START Data to use

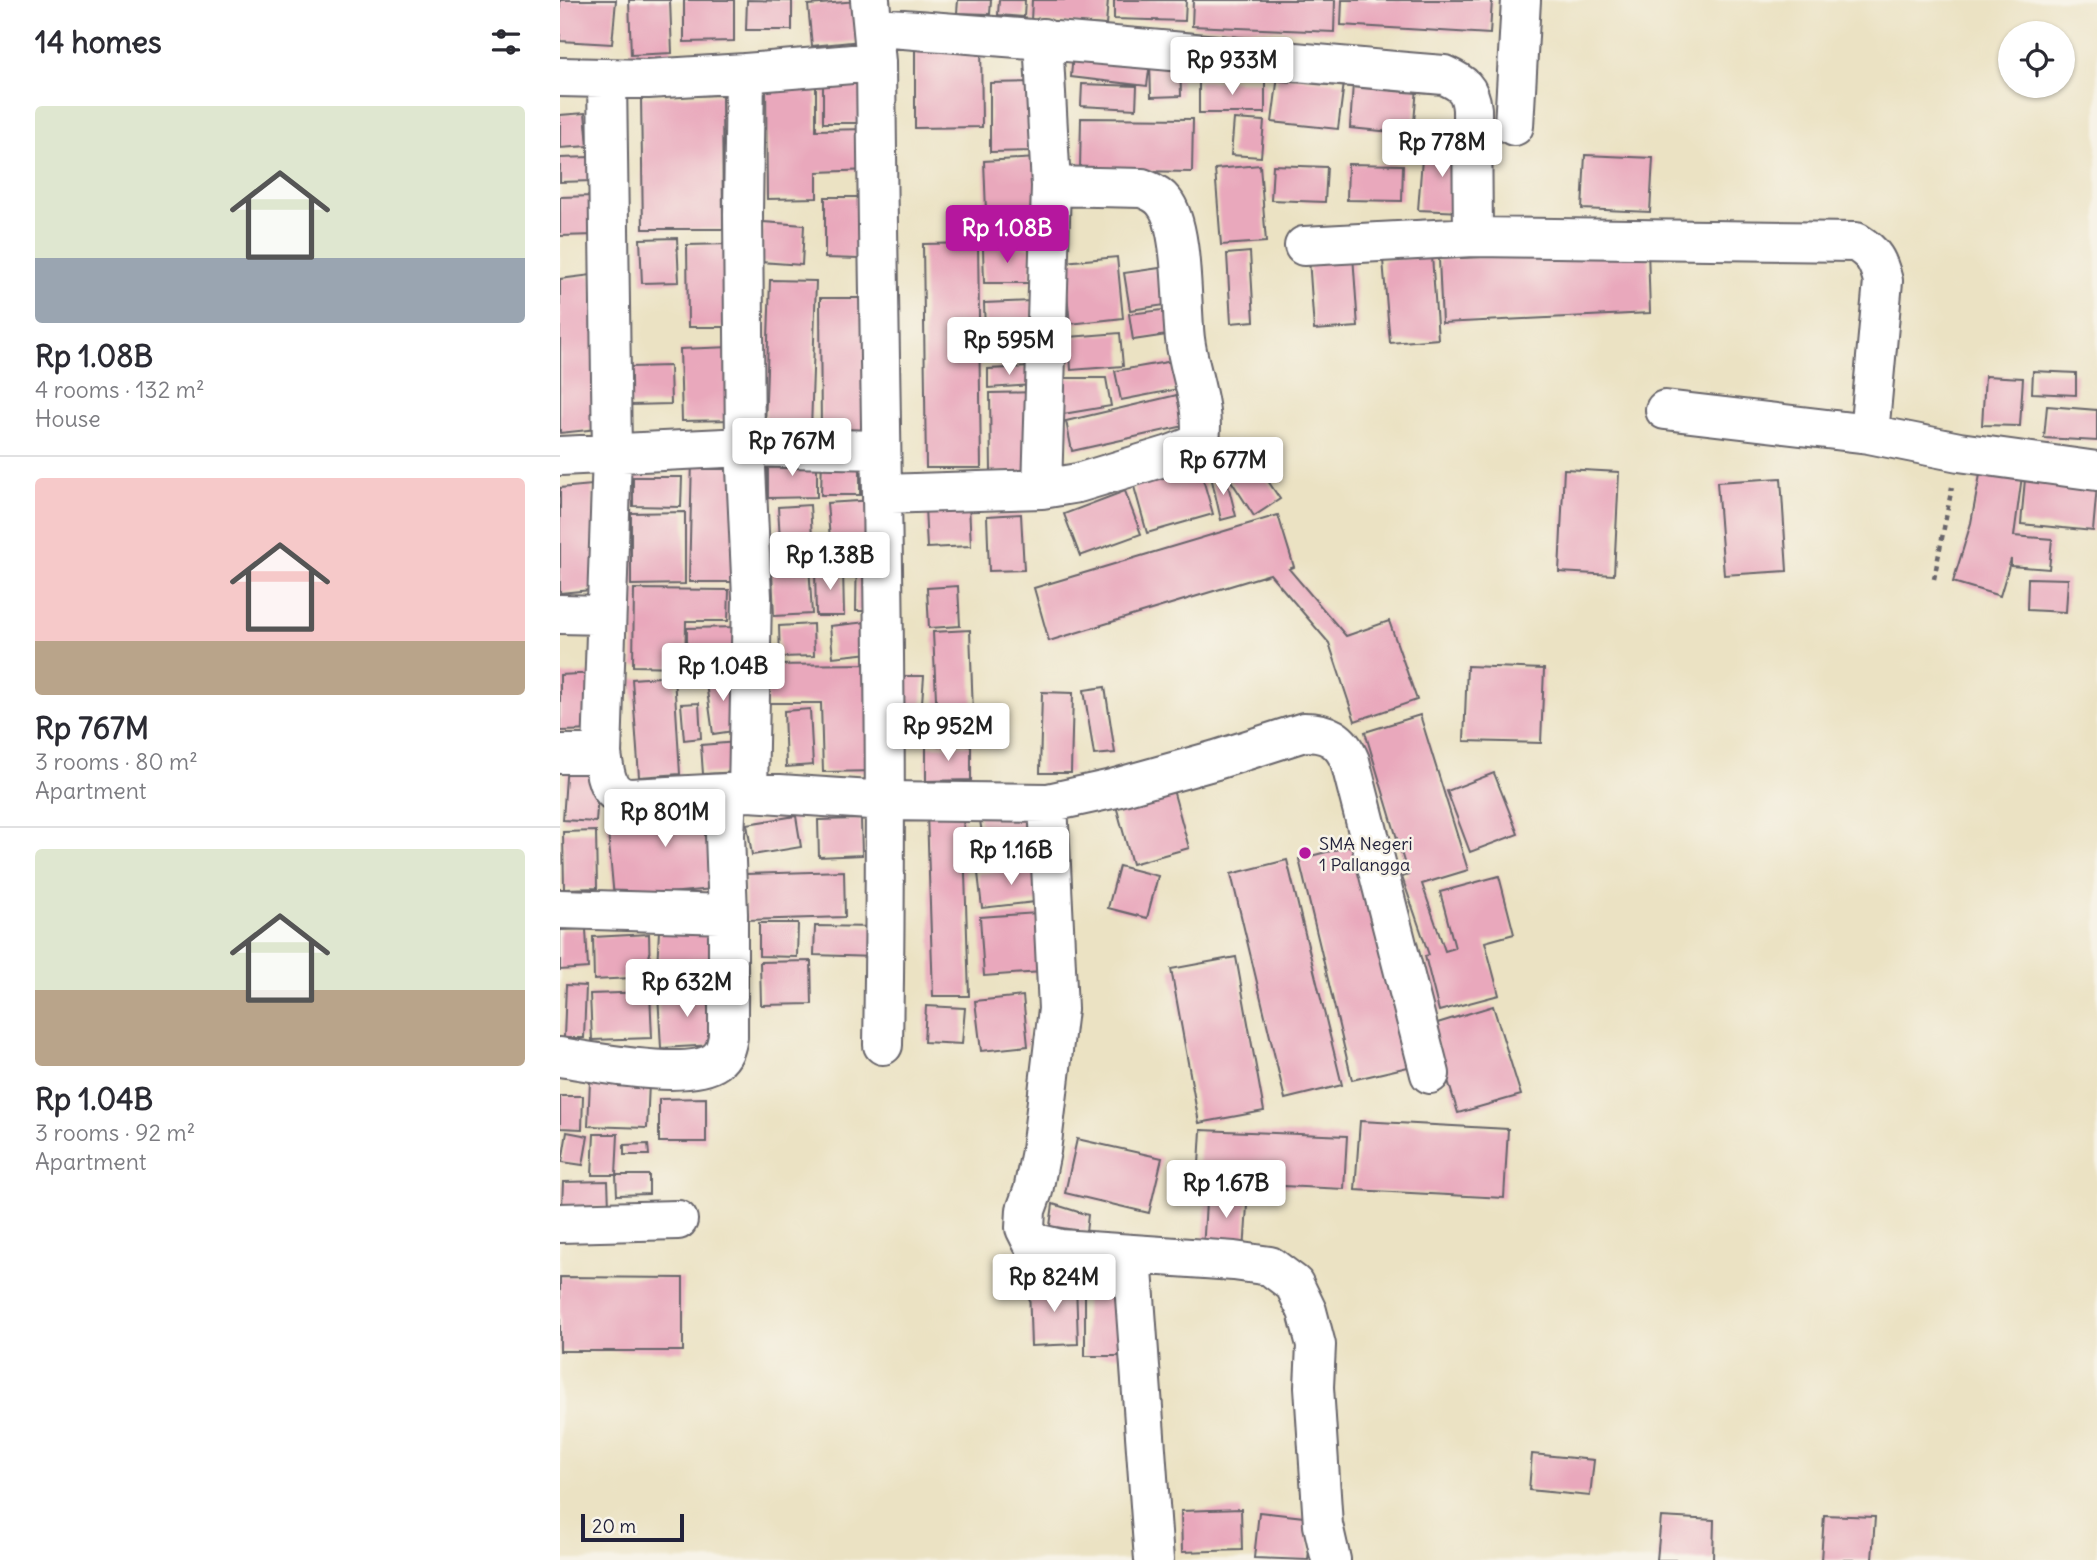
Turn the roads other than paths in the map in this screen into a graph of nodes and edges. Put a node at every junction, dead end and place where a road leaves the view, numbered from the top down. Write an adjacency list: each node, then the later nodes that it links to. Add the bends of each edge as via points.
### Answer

END Data to use
START Data to use

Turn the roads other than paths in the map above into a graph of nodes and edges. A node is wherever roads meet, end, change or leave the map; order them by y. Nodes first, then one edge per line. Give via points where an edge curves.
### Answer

END Data to use

● **What you should do**: Give every line of the material that includes the string "then".

● **Solution to the problem**:
Turn the roads other than paths in the map in this screen into a graph of nodes and edges. Put a node at every junction, dead end and place where a road leaves the view, numbered from the top down. Write an adjacency list: each node, then the later nodes that it links to. Add the bends of each edge as via points.
Turn the roads other than paths in the map above into a graph of nodes and edges. A node is wherever roads meet, end, change or leave the map; order them by y. Nodes first, then one edge per line. Give via points where an edge curves.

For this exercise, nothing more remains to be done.